Re: [RFC-PATCH] xfs: do not update sunit/swidth in the superblock to match those provided during mount

From: Alex Lyakas <alex@zadara.com>
To: Dave Chinner <david@fromorbit.com>
Cc: Christoph Hellwig <hch@infradead.org>,
	Eric Sandeen <sandeen@sandeen.net>,
	Brian Foster <bfoster@redhat.com>,
	linux-xfs@vger.kernel.org
Subject: Re: [RFC-PATCH] xfs: do not update sunit/swidth in the superblock to match those provided during mount
Date: Mon, 2 Dec 2019 10:07:42 +0200	[thread overview]
Message-ID: <CAOcd+r2gaoZz4=xWAh+d=-TNTOtBDvbEezN9OH3oks2p1TNhBg@mail.gmail.com> (raw)
In-Reply-To: <20191201215732.GB2695@dread.disaster.area>

Hi Dave,

On Sun, Dec 1, 2019 at 11:57 PM Dave Chinner <david@fromorbit.com> wrote:
>
> On Sun, Dec 01, 2019 at 11:00:32AM +0200, Alex Lyakas wrote:
> > Hi Dave,
> >
> > Thank you for your response.
> >
> > On Sat, Nov 30, 2019 at 10:28 PM Dave Chinner <david@fromorbit.com> wrote:
> > >
> > > On Wed, Nov 27, 2019 at 06:19:29AM -0800, Christoph Hellwig wrote:
> > > > Can we all take a little step back and think about the implications
> > > > of the original patch from Alex?  Because I think there is very little.
> > > > And updated sunit/swidth is just a little performance optimization,
> > > > and anyone who really cares about changing that after the fact can
> > > > trivially add those to fstab.
> > > >
> > > > So I think something like his original patch plus a message during
> > > > mount that the new values are not persisted should be perfectly fine.
> > >
> > > Well, the original purpose of the mount options was to persist a new
> > > sunit/swidth to the superblock...
> > >
> > > Let's ignore the fact that it was a result of a CXFS client mount
> > > bug trashing the existing sunit/swidth values, and instead focus on
> > > the fact we've been telling people for years that you "only need to
> > > set these once after a RAID reshape" and so we have a lot of users
> > > out there expecting it to persist the new values...
> > >
> > > I don't think we can just redefine the documented and expected
> > > behaviour of a mount option like this.
> > >
> > > With that in mind, the xfs(5) man page explicitly states this:
> > >
> > >         The sunit and swidth parameters specified must be compatible
> > >         with the existing filesystem alignment characteristics.  In
> > >         general,  that  means  the  only  valid changes to sunit are
> > >         increasing it by a power-of-2 multiple.
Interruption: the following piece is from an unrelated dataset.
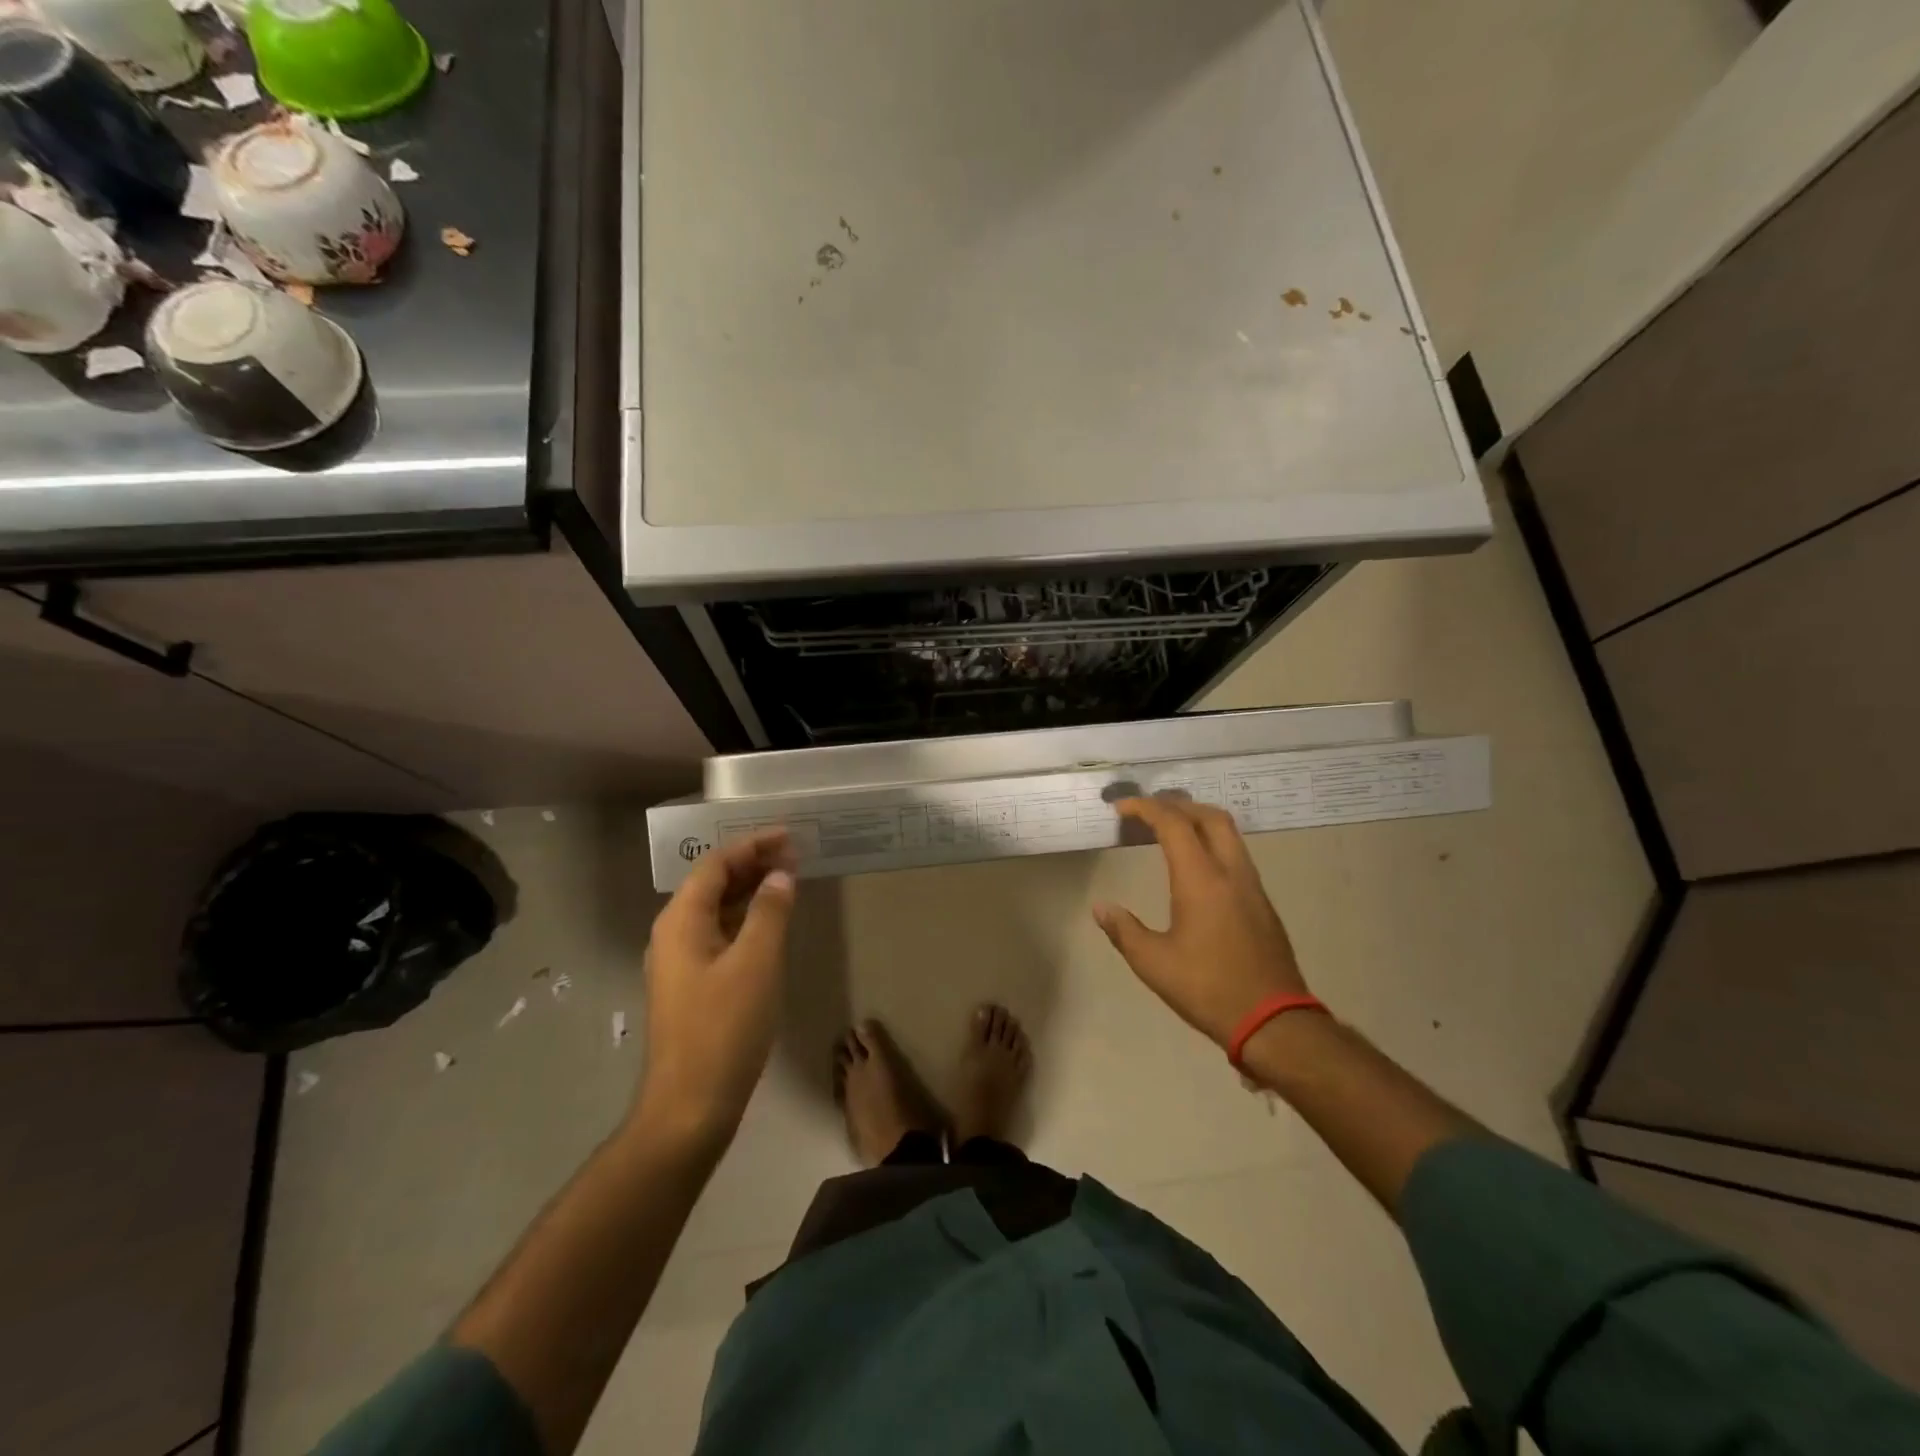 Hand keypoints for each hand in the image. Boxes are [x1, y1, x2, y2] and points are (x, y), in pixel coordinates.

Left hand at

Valid swidth values
> > >         are any integer multiple of a valid sunit value.
> > >
> > > Note the comment about changes to sunit? What is being done here -
> > > halving the sunit from 64 to 32 blocks is invalid, documented as
> > > invalid, but the kernel does not enforce this. We should fix the
> > > kernel code to enforce the alignment rules that the mount option
> > > is documented to require.
> > >
> > > If we want to change the alignment characteristics after mkfs, then
> > > use su=1,sw=1 as the initial values, then the first mount can use
> > > the options to change it to whatever is present after mkfs has run.
> >
> > If I understand your response correctly:
> > - some sunit/swidth changes during mount are legal and some aren't
> > - the legal changes should be persisted in the superblock
>
> Yup.
>
> > What about the repair? Even if user performs a legal change, it still
> > breaks the repairability of the file system.
>
> It is not a legal ichange if it moves the root inode to a new
> location. IOWs, if the alignment mods will result in the root inode
> changing location, then it should be rejected by the kernel.
>
> Anyway, we need more details about your test environment, because
> the example you gave:
>
> | # mkfs
> | mkfs.xfs -f -K -p /etc/zadara/xfs.protofile -d sunit=64,swidth=64 -l sunit=32 /dev/vda
> |
> | #mount with a different sunit/swidth:
> | mount -onoatime,sync,nouuid,sunit=32,swidth=32 /dev/vda /mnt/xfs
> |
> | #umount
> | umount /mnt/xfs
> |
> | #xfs_repair
> | xfs_repair -n /dev/vda
> | # reports false corruption and eventually segfaults[1]
>
> Does not reproduce the reported failure on my workstation running
> v5.3.0 kernel and a v5.0.0 xfsprogs:
>
> $ sudo mkfs.xfs -f -d file,name=1t.img,size=1t,sunit=64,swidth=64 -l sunit=32
> meta-data=1t.img                 isize=512    agcount=32, agsize=8388608 blks
>          =                       sectsz=512   attr=2, projid32bit=1
>          =                       crc=1        finobt=1, sparse=1, rmapbt=0
>          =                       reflink=0
> data     =                       bsize=4096   blocks=268435456, imaxpct=5
>          =                       sunit=8      swidth=8 blks
> naming   =version 2              bsize=4096   ascii-ci=0, ftype=1
> log      =internal log           bsize=4096   blocks=131072, version=2
>          =                       sectsz=512   sunit=4 blks, lazy-count=1
> realtime =none                   extsz=4096   blocks=0, rtextents=0

I believe in one of earlier emails in this thread, Brian mentioned
that this is related to "sparse inodes" being enabled:

"I couldn't reproduce this at first because sparse inodes is enabled
by default and that introduces more strict inode alignment requirements."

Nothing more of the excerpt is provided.